Because it is a transportation project, CMI Offshore is labeled as Category B, and thus is not subject to the more thorough environmental assessment and monitoring required for traditional oil and gas projects. Category B classification is an incorrect assessment of the grave environmental risks potentially posed by marine transportation of hydrocarbon resources. While the exact transportation route is not specified in the PSD, it will undoubtedly affect the Hazar Nature Reserve, an internationally protected Wetland of International Importance under the RAMSAR Convention. The Hazar nature reserve provides habitat for 264 species of birds, including 55 nesting specie; 37 species of reptiles, including two endangered species of snakes; and 47 species of mammals, 12 of which are endangered. Transportation of hydrocarbons through this fragile ecosystem does not only make CMI Offshore a very high-risk project, but also contradicts the international protection designation of the Reserve. EBRD’s Environmental and Social Policy paragraphs 82, 2434, 275, call for a more in depth assessment of the associated risks, and classification of CMI Offshore as ‘A’ due to significant environmental impacts to an internationally protected area. We urge the EBRD to refrain from financing this project due to the severe environmental impacts it poses to the unique and internationally protected Hazar Nature Reserve.
In addition to its grave environmental risks, this project is not in line with the EBRD Country Strategy for Turkmenistan, as well as EBRD’s Transportation Strategy for the region. The Calibrated Strategic Approach, adopted first in 2010 and carried through into the current 2014 Country Strategy, connects investments to political, economic and sector specific reforms. Unfortunately, reform by the government of Turkmenistan has been largely absent and any changes have been purely superficial, designed to appease international institutions without providing any benefit to the citizens of the country. Members of the political opposition inside the country have been pushed into exile or imprisoned, with political prisoners often subject to torture6 and enforced disappearance. Freedom House continues to give Turkmenistan its lowest rating for political rights, and the country scrapes the bottom of the Reporters Without Borders Press Freedom Index. Widespread corruption is rampant in almost every sector in the economy, including the natural resources sector. Extractive industries in Turkmenistan are opaque and lack even the most rudimentary public oversight and access to information. The government and state-owned enterprises hold a monopoly on the sector and diversion of public funds is extensive. Only 20% of the revenues from state-owned hydrocarbons end up in state coffers with the rest remaining with the hydrocarbons agency ( GAN Business Anti-Corruption Portal). The political and economic environments, especially in the extractive industries sector, have not improved at all in Turkmenistan. Some experts say the situation is getting worse. By investing in CMI Offshore, a foreign company registered in Greece, EBRD is not contributing to the development of the transportation sector in the country or benefitting the Turkmen people in any way. In addition, transportation of hydrocarbons is not included in EBRD’s Transportation Strategy, which focuses its approach on efficiency, sustainability and low emissions models7.
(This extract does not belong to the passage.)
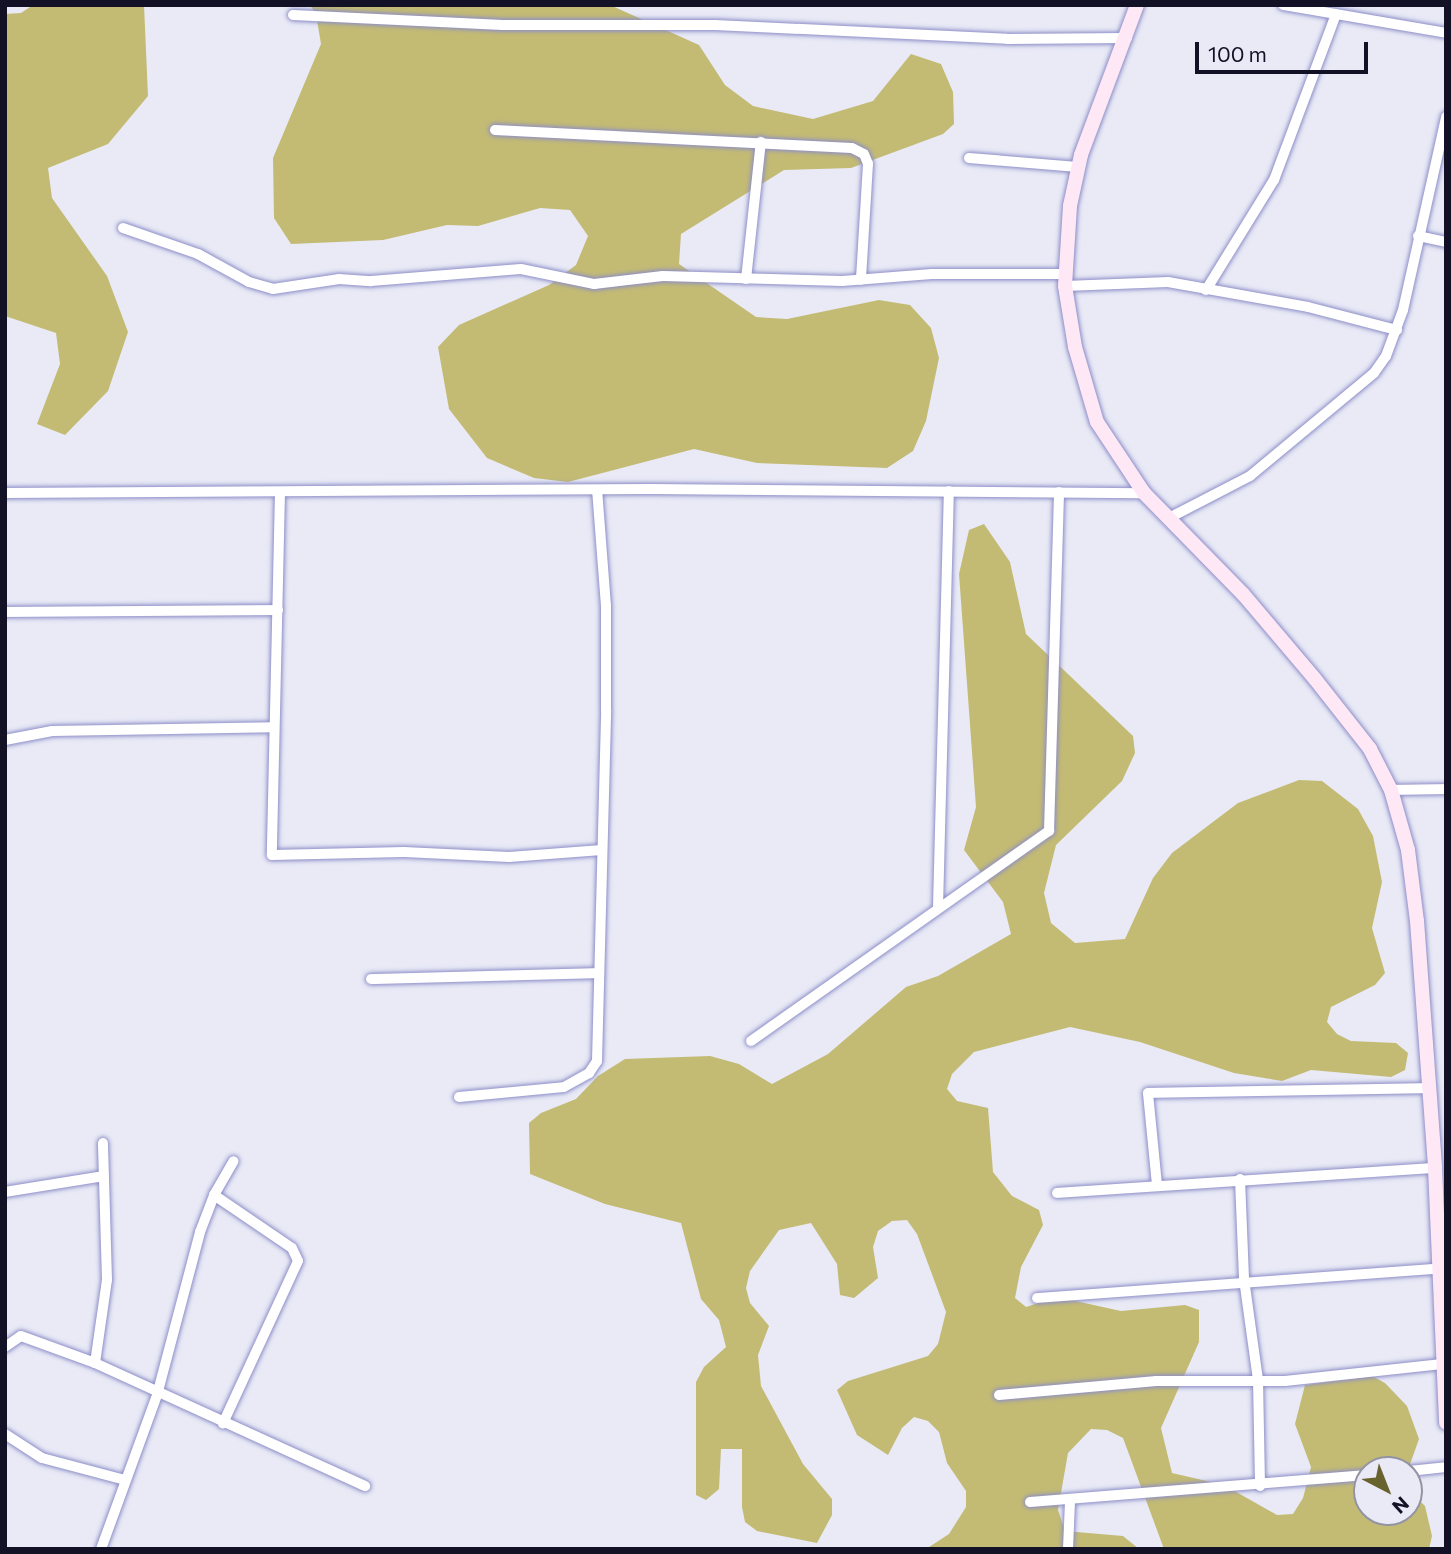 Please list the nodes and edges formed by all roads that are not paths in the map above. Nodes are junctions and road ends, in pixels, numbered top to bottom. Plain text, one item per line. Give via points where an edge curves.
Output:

Even though this is a transportation project, it enables the extractive industries in Turkmenistan, and thus supports the corrupt, dictatorial regime that they fuel.
We urge the EBRD Board of Directors to vote against CMI Offshore as it diverges from the Calibrated Approach of the Turkmenistan Country Strategy and the Transportation Strategy, and does not support Article 1 of the Agreement of the Bank.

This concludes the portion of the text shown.